Subject: ALP of the international transaction of ‘Receipt of business support services.’
Referred Sections: Section 144C(13) of the Income-tax Act, Section 37(1) of the Act.
Referred Cases / Judgments Haryana High Court in Knorr-Bremse India P. Ltd. vs. ACIT (2016) 380 ITR 307 (P&H) CIT v. Cushman & Wakefield (India) (P.) Ltd. (2014) 367 ITR 730 (Del)
IN THE INCOME TAX APPELLATE TRIBUNAL
DELHI BENCHES : I-1 : NEW DELHI
BEFORE SHRI R.S. SYAL, VICE PRESIDENT
AND
SMT. BEENA A. PILLAI, JUDICIAL MEMBER
ITA No.1153/Del/2015
Assessment Year : 2010-11
Exxon Mobil Lubricants Pvt. Ltd., Vs.
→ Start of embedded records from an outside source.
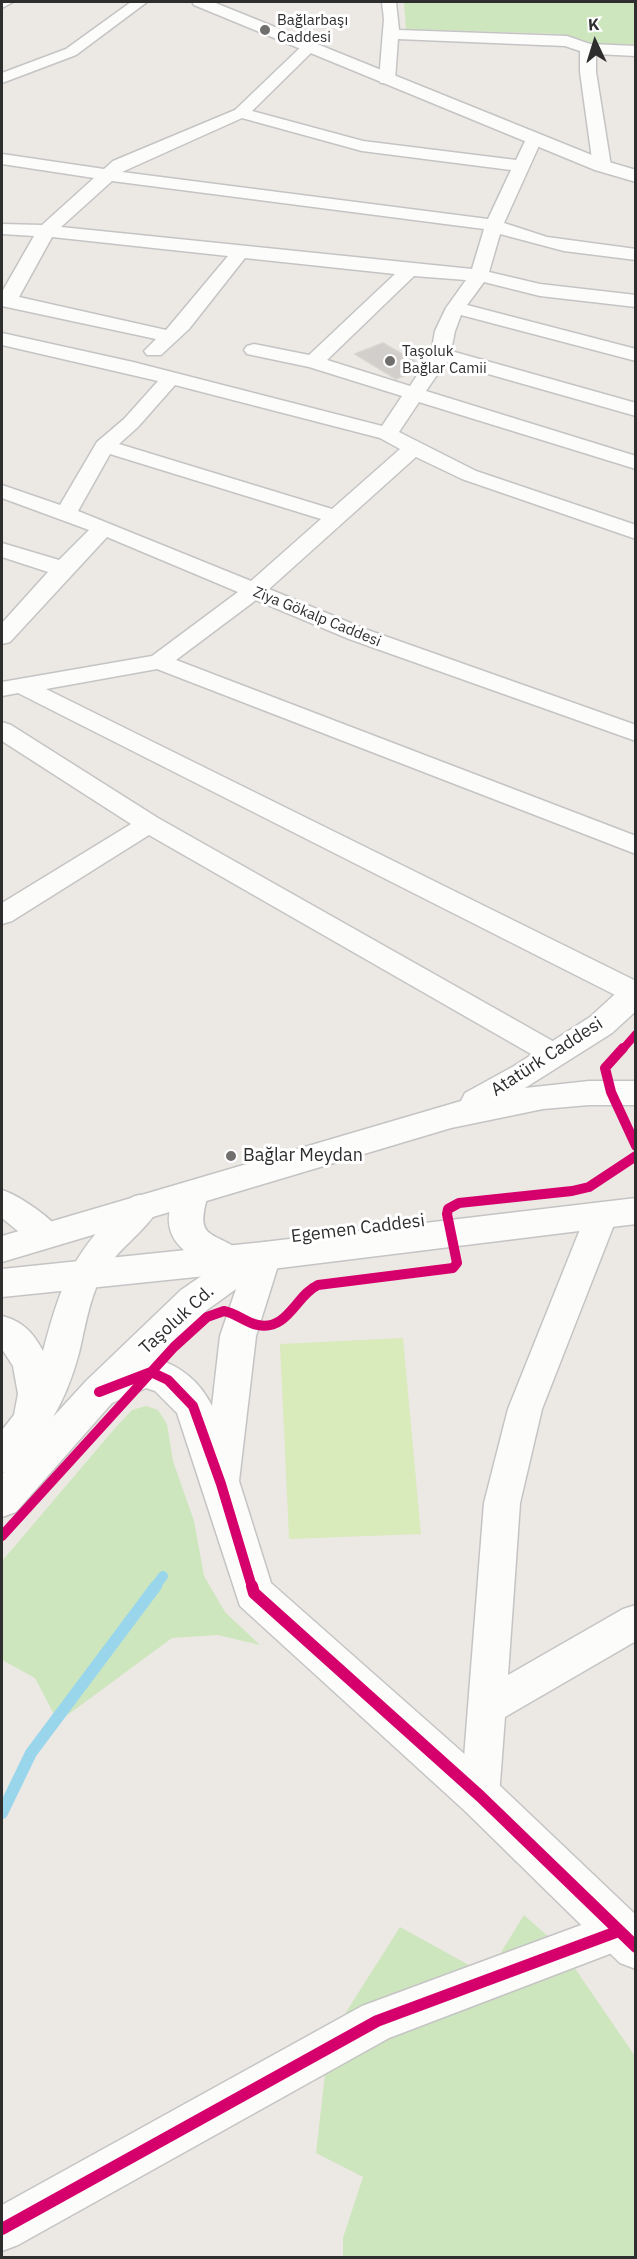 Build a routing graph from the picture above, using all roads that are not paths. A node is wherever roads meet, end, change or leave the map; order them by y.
1 (6, 2) edge
2 (140, 2) edge
3 (200, 2) edge
4 (389, 2) edge
5 (2, 4) edge
6 (391, 34) junction
7 (309, 47) junction
8 (588, 49) junction
9 (636, 51) edge
10 (2, 78) edge
11 (387, 80) junction
12 (241, 113) junction
13 (534, 139) junction
14 (2, 159) edge
15 (519, 166) junction
16 (602, 166) junction
17 (107, 175) junction
18 (636, 177) edge
19 (636, 186) edge
20 (494, 225) junction
21 (2, 229) edge
22 (46, 231) junction
23 (241, 251) junction
24 (636, 255) edge
25 (410, 270) junction
26 (479, 274) junction
27 (2, 299) edge
28 (636, 301) edge
29 (455, 308) junction
30 (168, 336) junction
31 (2, 339) edge
32 (254, 350) dead end
33 (441, 354) junction
34 (636, 355) edge
35 (314, 362) junction
36 (133, 368) junction
37 (171, 378) junction
38 (415, 394) junction
39 (636, 410) edge
40 (387, 434) junction
41 (104, 446) junction
42 (413, 448) junction
43 (636, 463) edge
44 (2, 491) edge
45 (66, 514) junction
46 (336, 517) junction
47 (104, 528) junction
48 (636, 533) edge
49 (2, 550) edge
50 (63, 568) junction
51 (254, 591) junction
52 (6, 626) edge
53 (159, 662) junction
54 (13, 688) edge
55 (2, 730) edge
56 (636, 734) edge
57 (149, 824) junction
58 (636, 846) edge
59 (2, 915) edge
60 (635, 993) edge
61 (555, 1056) junction
62 (636, 1093) edge
63 (454, 1114) junction
64 (191, 1195) junction
65 (2, 1202) edge
66 (143, 1206) junction
67 (636, 1211) edge
68 (601, 1217) junction
69 (46, 1235) junction
70 (2, 1249) edge
71 (264, 1256) junction
72 (229, 1260) junction
73 (86, 1274) junction
74 (2, 1283) edge
75 (2, 1330) edge
76 (99, 1392) junction
77 (27, 1428) junction
78 (2, 1456) edge
79 (221, 1484) junction
80 (2, 1500) edge
81 (636, 1621) edge
82 (487, 1707) junction
83 (480, 1796) junction
84 (627, 1939) edge
85 (2, 2229) edge

1 - 5 street
2 - 10 street
3 - 7 street
4 - 6 street
6 - 8 street
6 - 11 street
7 - 11 street
7 - 12 street
8 - 9 street
8 - 16 street
11 - 13 street
12 - 15 street
12 - 17 street
13 - 15 street
13 - 16 street
14 - 17 street
15 - 20 street
16 - 18 street
16 - 19 street
17 - 20 street
17 - 22 street
20 - 24 street
20 - 26 street
21 - 22 street
22 - 23 street
22 - 27 street
23 - 25 street
23 - 30 street
25 - 26 street
25 - 35 street
26 - 28 street
26 - 29 street
27 - 30 street
29 - 33 street
29 - 34 street
30 - 36 street
31 - 36 street
32 - 35 street
33 - 38 street
33 - 39 street
35 - 38 street
36 - 37 street
37 - 40 street
37 - 41 street
38 - 40 street
38 - 43 street
40 - 42 street
41 - 45 street
41 - 46 street
42 - 46 street
42 - 48 street
44 - 45 street, Ziya Gökalp Caddesi
45 - 47 street, Ziya Gökalp Caddesi
46 - 51 street
47 - 50 street
47 - 51 street, Ziya Gökalp Caddesi
49 - 50 street
50 - 52 street
51 - 53 street
51 - 56 street, Ziya Gökalp Caddesi
53 - 54 street
53 - 58 street
54 - 60 street
55 - 57 street
57 - 59 street
57 - 61 street
60 - 61 street, Atatürk Caddesi
61 - 63 street, Atatürk Caddesi
62 - 63 street
63 - 64 street
64 - 66 street
64 - 72 street
65 - 69 street
66 - 69 street
66 - 73 street
67 - 68 street, Egemen Caddesi
68 - 71 street, Egemen Caddesi
68 - 82 street
69 - 70 street
71 - 72 street, Egemen Caddesi
71 - 76 street, Taşoluk Cd.
71 - 79 street
72 - 73 street, Egemen Caddesi
73 - 74 street, Egemen Caddesi
73 - 77 street
75 - 77 street
76 - 79 street
76 - 80 street, Taşoluk Cd.
77 - 78 street
79 - 83 street
81 - 82 street
82 - 83 street
83 - 84 street
84 - 85 street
ACIT,
E-20, 1st and 2nd Floor, Circle-8(2),
Main Market, Hauz Khas, New Delhi.
New Delhi.
PAN: AABCE0207H
(Appellant) (Respondent)
Assessee By : Shri Vishal Kalra, Advocate &
Ms Reema Malik, CA
Department By : Shri Sanjay I Bara, CIT, DR
Date of Hearing : 21.08.2018
Date of Pronouncement : 21.08.2018
ORDER
PER R.S. SYAL, VP:
This is an appeal filed by the assessee against the final assessment
order dated 30.12.2014 passed by the Assessing Officer (A.O.) u/s 143(3)
ITA No.1153/Del/2015
read with section 144C(13) of the Income-tax Act, 1961 (hereinafter also
called `the Act') in relation to the assessment year 2010-11.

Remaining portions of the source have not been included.